Plaintiff claims it regularly "informed its customers and advertises [sic] that the MOI products" Plaintiff manufactured were based on Defendant's updated designs and drawings. ( Id., Ex. A ¶ 10 [11/23/05 Decl. of H. Vora].) Subsequent to execution of the MOI, Defendant provided Plaintiff with technical support and drawings related to some changes to MOI products. (Def.'s Resp., Resp. to Statement of Undisputed Material Facts ¶ 15; admitted in relevant part at Pl. Shavo Norgren (India) Private Limited's Reply Br. in Supp. of its Mot. for Summ. J., Reply Concerning Undisputed Facts ¶ 15 [filed Jan. 12, 2006] [hereinafter "Pl.'s Reply"].)

d. The 1991 Letter

Plaintiff sent Defendant a letter dated March 4, 1991, in which Plaintiff offered to pay Defendant $50,000 for the delivery of manufacturing drawings of two FRL product lines. (Def.'s Br., Ex. A-9 at 1 [1991 Letter].) Both requested FRL product lines are listed in the MOI. ( Id., Statement of Undisputed Material Facts ¶ 19; admitted at Pl.'s Resp., Resp. to Statement of Undisputed Material Facts ¶ 19.) The 1991 letter further indicates that Plaintiff was attempting to meet an imminent March 31, 1991 tax deadline. ( Id., Ex. A-9 at 1 [1991 Letter].) In the 1991 letter, Plaintiff requested that Defendant "await the green signal" from Plaintiff to execute the sale. ( Id., Ex. A-9 at 2 [1991 Letter].)

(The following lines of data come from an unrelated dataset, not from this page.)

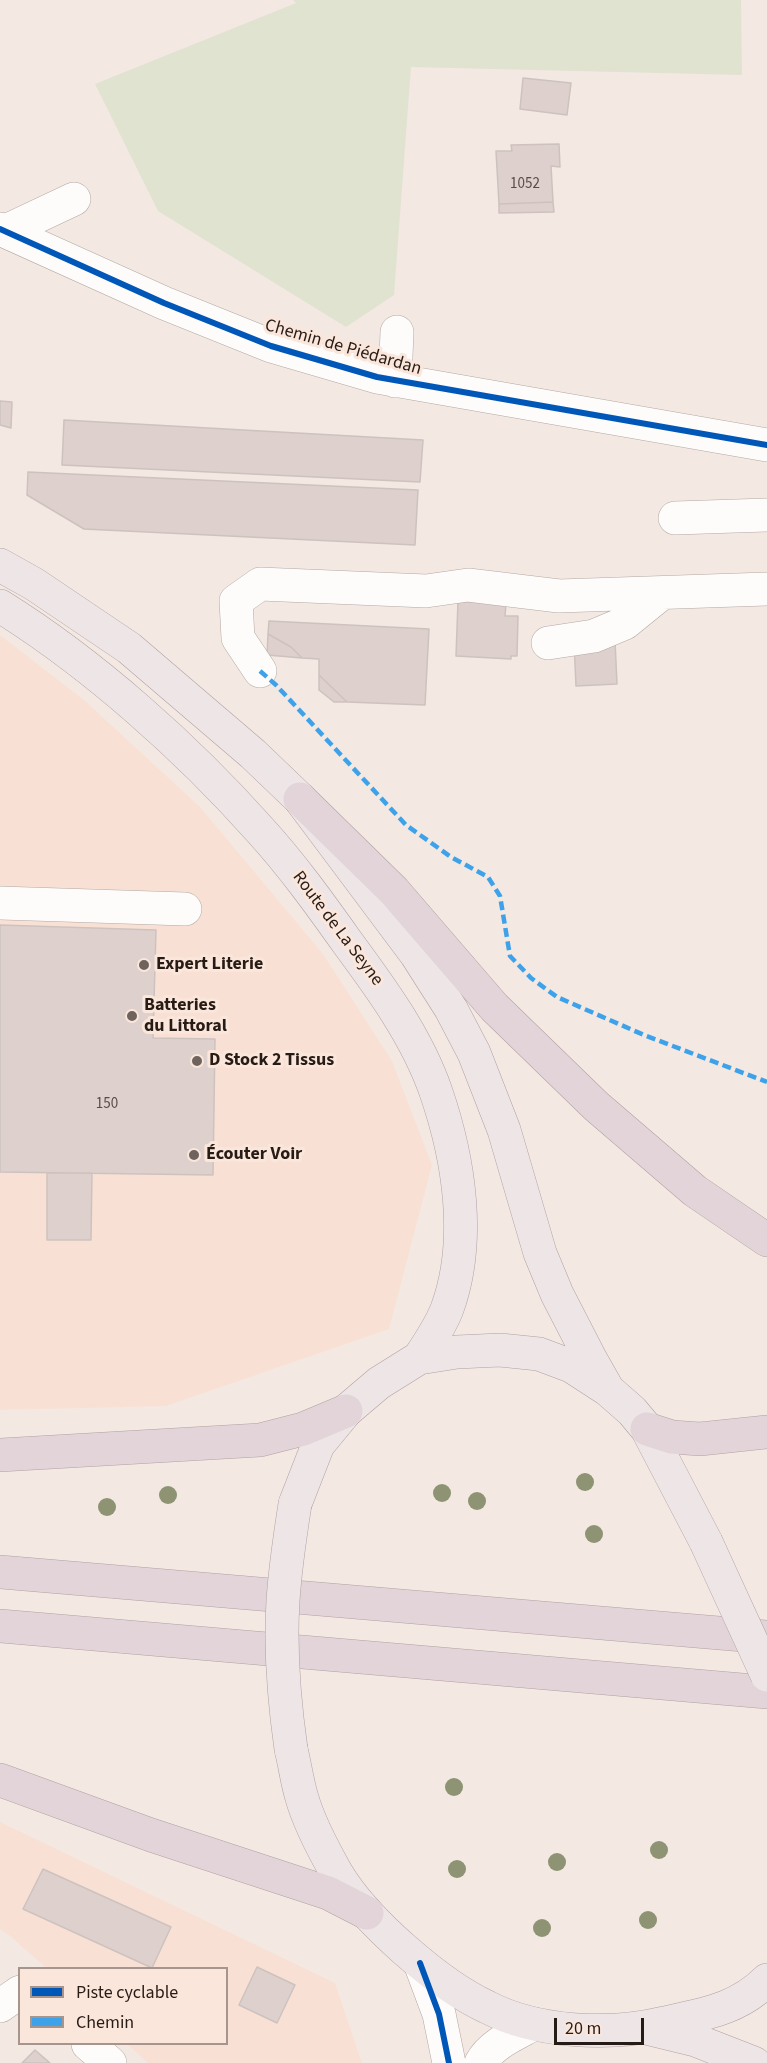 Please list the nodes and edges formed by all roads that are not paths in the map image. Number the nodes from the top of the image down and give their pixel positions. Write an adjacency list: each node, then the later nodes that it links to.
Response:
1 (74, 199): 2 (street)
2 (3, 230): 4 (street, Chemin de Piédardan)
3 (397, 332): 4 (street)
4 (395, 381): 5 (street, Chemin de Piédardan)
5 (767, 445)
6 (767, 515): 7 (street)
7 (675, 518)
8 (0, 564): 14 (main road)
9 (767, 590): 10 (street)
10 (662, 593): 12 (street); 13 (street)
11 (0, 606): 18 (main road, Route de La Seyne)
12 (548, 643)
13 (260, 671)
14 (300, 799): 17 (highway); 19 (main road)
15 (0, 903): 16 (street)
16 (185, 909)
17 (767, 1240)
18 (419, 1358): 19 (main road); 20 (main road)
19 (608, 1390): 21 (main road)
20 (346, 1411): 23 (highway); 30 (main road, bridge)
21 (647, 1429): 22 (highway); 27 (main road, bridge)
22 (767, 1432)
23 (0, 1455)
24 (0, 1572): 26 (highway)
25 (0, 1626): 28 (highway)
26 (767, 1637)
27 (767, 1675)
28 (767, 1692)
29 (0, 1780): 30 (highway)
30 (367, 1913): 31 (main road)
31 (420, 1963): 37 (main road); 41 (street)
32 (0, 1971): 34 (street)
33 (767, 1980): 38 (main road)
34 (18, 1984)
35 (18, 1993): 36 (street)
36 (0, 2006)
37 (534, 2024): 38 (main road); 42 (street)
38 (645, 2028): 43 (main road)
39 (90, 2045): 40 (street)
40 (110, 2063)
41 (448, 2063)
42 (481, 2063)
43 (754, 2063)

e. Defendant's April 2003 Advertisement

In April 2003, Defendant's sister company, IMI-Herion-Norgren, placed an advertisement in an industry magazine. (Def.'s Resp., Statement of Additional Material Facts ¶ 9; admitted at Pl.'s Reply, Resp. to Statement of Additional Material Facts ¶ 9.) The advertisement stated: (1) the technical know-how and related agreements between Plaintiff and Defendant had expired; and (2) Plaintiff would no longer distribute Defendant's products. (Pl.'s Br., Statement of Undisputed Facts ¶¶ 22-23; admitted at Def.'s Resp., Resp. to Statement of Undisputed Material Facts ¶¶ 22-23.) Plaintiff's management claims it was surprised by the statements in the advertisement. (Def.'s Resp., Ex. A-12 at 60 [Dep. of H. Vora].)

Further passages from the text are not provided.